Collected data
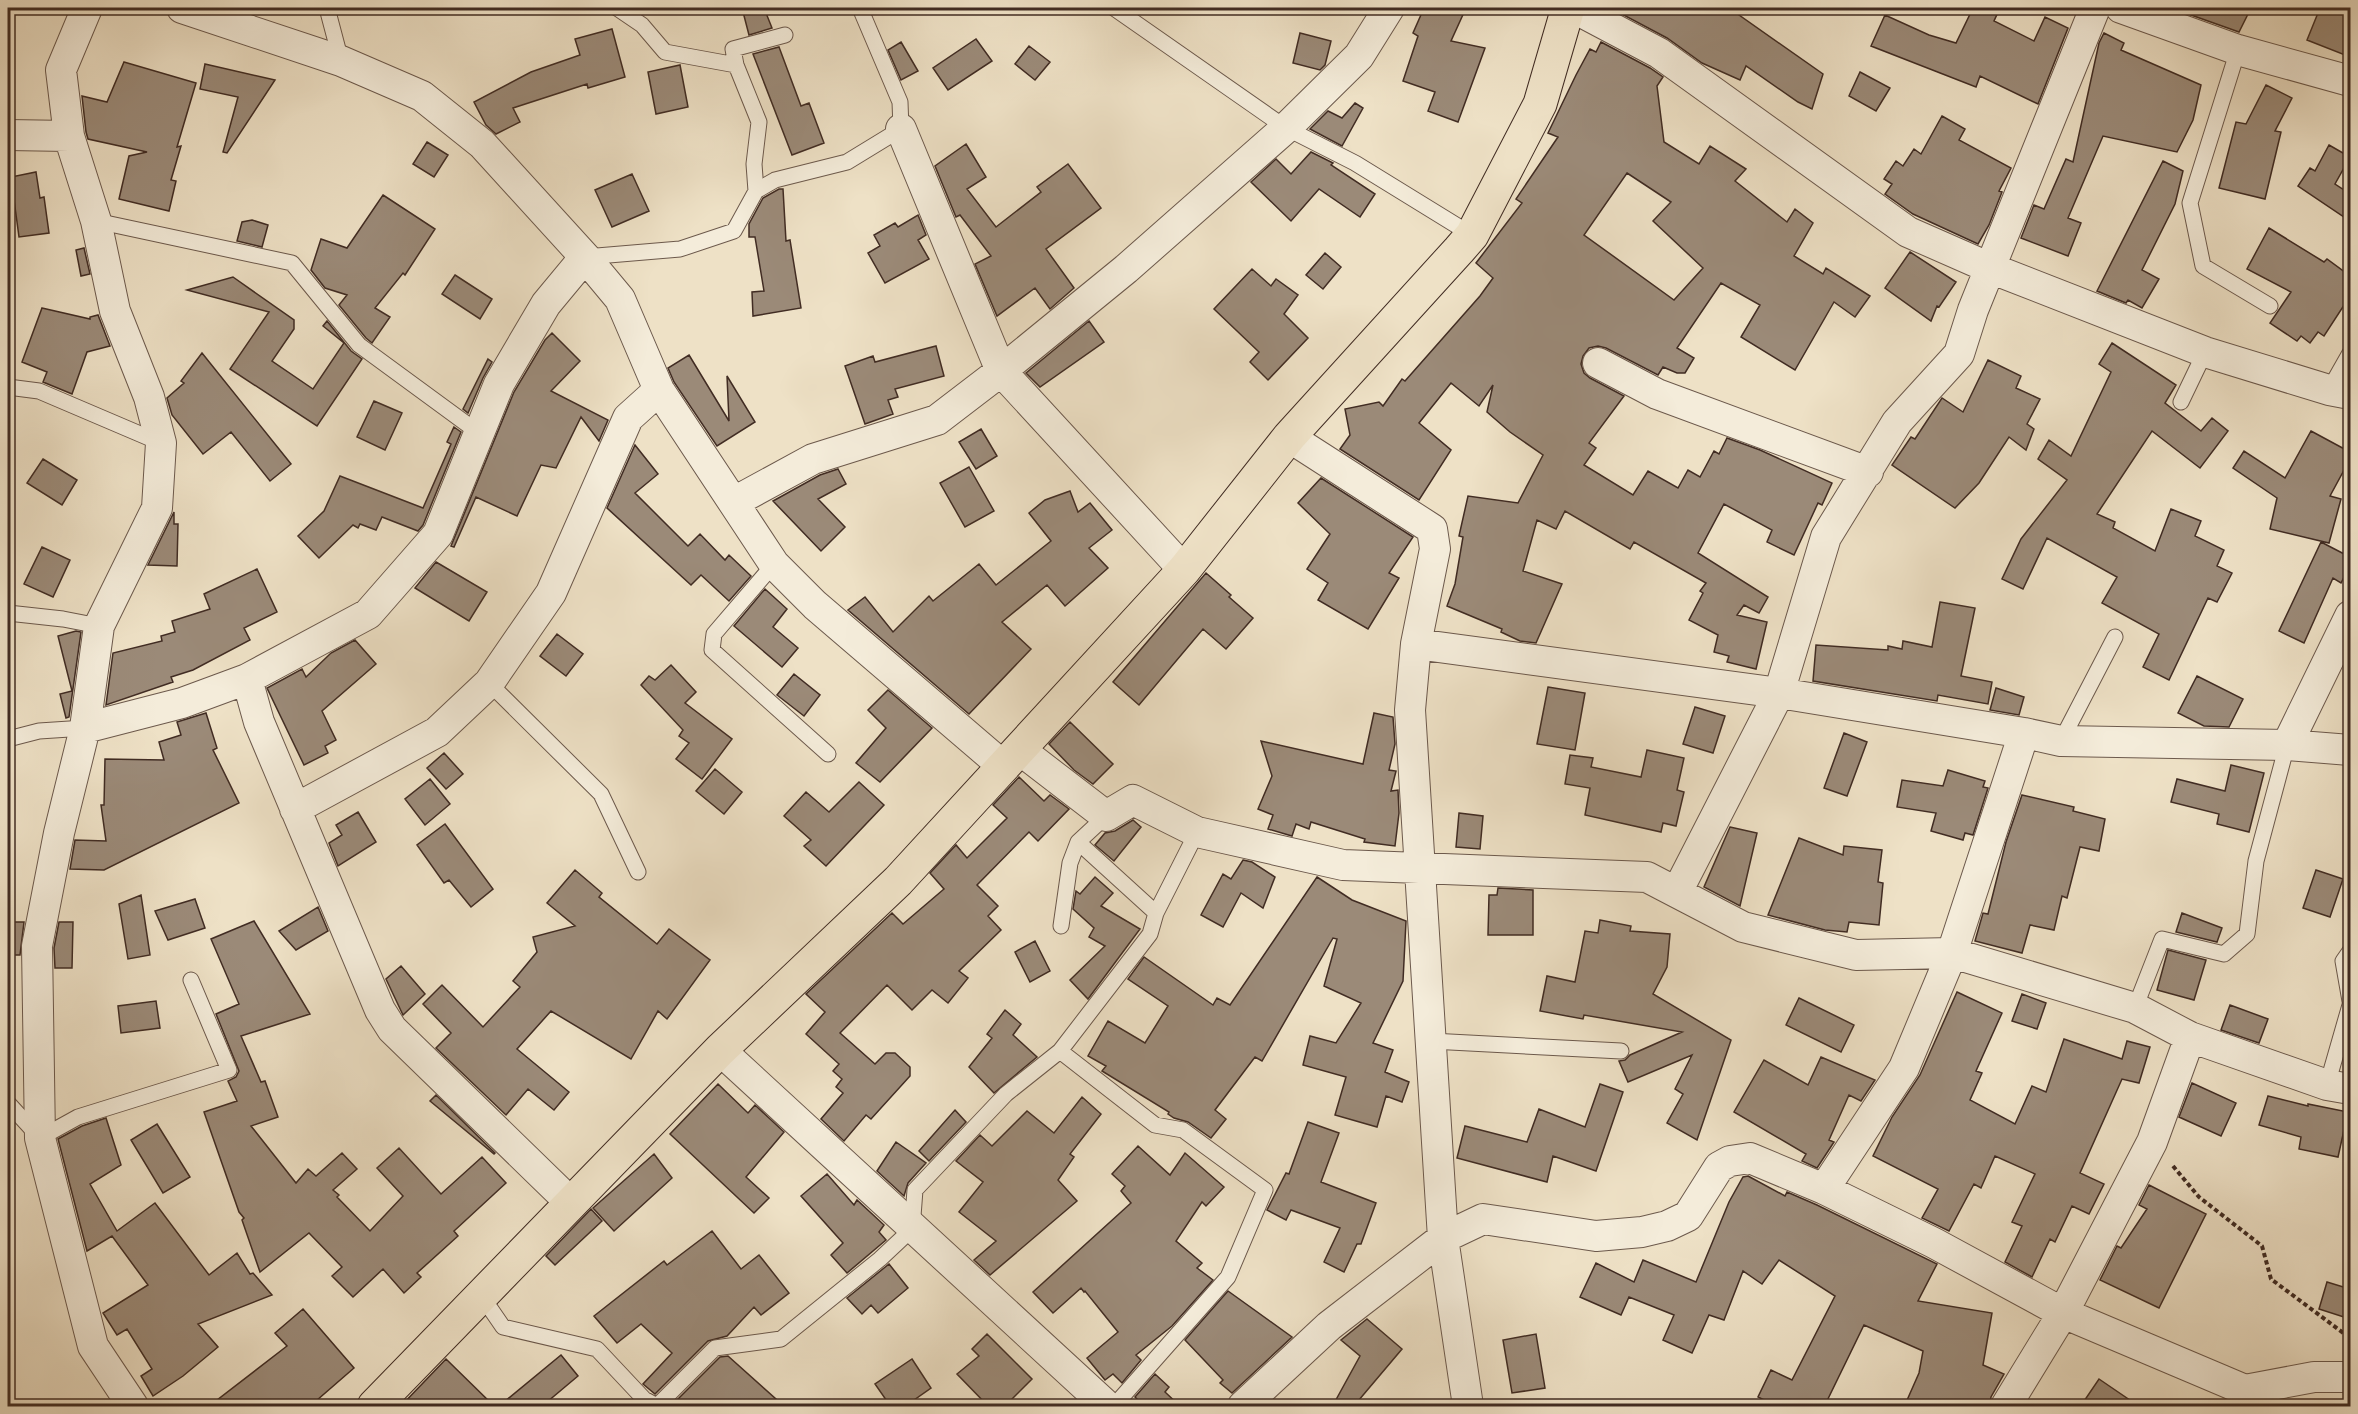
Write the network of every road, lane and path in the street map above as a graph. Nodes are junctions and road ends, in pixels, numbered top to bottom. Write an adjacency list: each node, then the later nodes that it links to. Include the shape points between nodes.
1 (87, 8): 20 (street, via 61,70)
2 (182, 8): 14 (street)
3 (327, 8): 14 (lane)
4 (617, 8): 15 (lane, via 642,25 665,52)
5 (860, 8): 18 (lane, via 900,102)
6 (1114, 8): 17 (lane)
7 (1389, 8): 17 (street, via 1359,56)
8 (1568, 8): 23 (main road, via 1540,104)
9 (1574, 8): 25 (street, via 1659,53 1908,232)
10 (2095, 8): 25 (street)
11 (2121, 8): 13 (street)
12 (785, 35): 15 (lane, via 732,49)
13 (2238, 50): 16 (street); 26 (lane, via 2190,203 2203,266)
14 (341, 61): 24 (street, via 422,96 440,110 482,144)
15 (736, 65): 21 (lane, via 759,122 754,164)
16 (2350, 81)
17 (1286, 128): 23 (lane, via 1355,163); 30 (street, via 1126,269)
18 (901, 129): 21 (lane, via 847,162 775,180); 30 (street)
19 (8, 135): 20 (street)
20 (69, 136): 22 (street)
21 (756, 191): 24 (lane, via 734,231 680,249)
22 (96, 221): 35 (lane, via 292,262 359,345); 37 (street, via 115,311)
23 (1472, 235): 36 (main road)
24 (585, 257): 32 (street, via 620,299); 35 (street, via 546,304 499,384)
25 (1989, 268): 27 (street); 38 (street, via 1959,354 1897,422)
26 (2270, 306)
27 (2205, 352): 33 (street); 34 (lane)
28 (2350, 353): 33 (lane)
29 (1598, 363): 38 (street, via 1657,394)
30 (1001, 371): 39 (street, via 937,420 813,459); 41 (street)
31 (8, 387): 37 (lane, via 39,391)
32 (659, 390): 39 (street); 48 (street, via 628,418 551,593)
33 (2340, 392)
34 (2181, 402)
35 (479, 433): 47 (street, via 438,534 368,614)
36 (1289, 437): 41 (main road); 46 (street, via 1432,529 1435,549)
37 (161, 443): 44 (street, via 157,508)
38 (1868, 471): 49 (street, via 1826,537)
39 (734, 502): 40 (street)
40 (774, 564): 56 (lane, via 714,634 712,650); 57 (street, via 815,605)
41 (1184, 570): 57 (main road)
42 (8, 613): 44 (lane)
43 (2350, 616): 54 (street)
44 (99, 626): 50 (street)
45 (2115, 637): 53 (lane)
46 (1416, 644): 49 (street); 62 (street, via 1410,710)
47 (247, 679): 50 (street, via 182,703); 58 (street, via 259,722)
48 (489, 682): 58 (street, via 437,732); 63 (lane, via 601,794)
49 (1779, 693): 51 (street); 64 (street)
50 (85, 728): 52 (lane, via 39,731); 79 (street, via 37,946)
51 (2024, 733): 53 (street); 68 (street)
52 (8, 739)
53 (2061, 741): 54 (street)
54 (2287, 745): 55 (street); 71 (lane, via 2256,861 2247,934 2224,954 2162,939)
55 (2350, 750)
56 (828, 754)
57 (1012, 758): 59 (street); 74 (main road, via 898,881)
58 (295, 809): 82 (street, via 380,1010 392,1029)
59 (1106, 816): 60 (street, via 1133,800); 61 (lane)
60 (1197, 832): 62 (street, via 1343,865); 65 (lane)
61 (1078, 842): 65 (lane); 66 (lane, via 1070,863)
62 (1419, 869): 64 (street, via 1647,878); 73 (street)
63 (638, 872)
64 (1677, 892): 68 (street, via 1743,927 1856,955)
65 (1156, 913): 75 (lane, via 1149,934)
66 (1060, 926)
67 (2350, 951): 70 (lane, via 2343,961)
68 (1952, 953): 71 (street); 81 (street, via 1904,1068)
69 (191, 980): 79 (lane, via 229,1070 78,1118)
70 (2350, 1003): 77 (lane)
71 (2135, 1008): 72 (street)
72 (2190, 1037): 77 (street); 80 (street)
73 (1431, 1041): 76 (lane); 84 (street)
74 (720, 1050): 82 (main road); 83 (street)
75 (1060, 1051): 83 (lane, via 1006,1094 915,1190); 94 (lane, via 1155,1125 1183,1130 1265,1190 1228,1277)
76 (1620, 1051)
77 (2339, 1087)
78 (8, 1103): 79 (lane)
79 (40, 1138): 90 (street, via 93,1346)
80 (2152, 1142): 86 (street); 87 (path, via 2199,1197 2262,1246 2271,1279)
81 (1824, 1189): 84 (street, via 1750,1158 1719,1167 1688,1216 1667,1226 1596,1236 1483,1219); 86 (street)
82 (570, 1202): 85 (main road)
83 (912, 1229): 92 (lane, via 781,1339 715,1348); 93 (street)
84 (1443, 1238): 95 (street, via 1329,1326); 96 (street)
85 (481, 1295): 91 (main road); 92 (lane, via 503,1327 597,1349 644,1399)
86 (2063, 1313): 89 (street); 97 (street)
87 (2350, 1338)
88 (2350, 1377): 89 (street, via 2314,1377)
89 (2250, 1398)
90 (133, 1407)
91 (374, 1407)
92 (657, 1407)
93 (1107, 1407)
94 (1114, 1407)
95 (1243, 1407)
96 (1468, 1407)
97 (2006, 1407)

▶ _Assignment_
Please give the number of lines in the data above that include the string "road", and nothing else.

▶ _Answer section_
9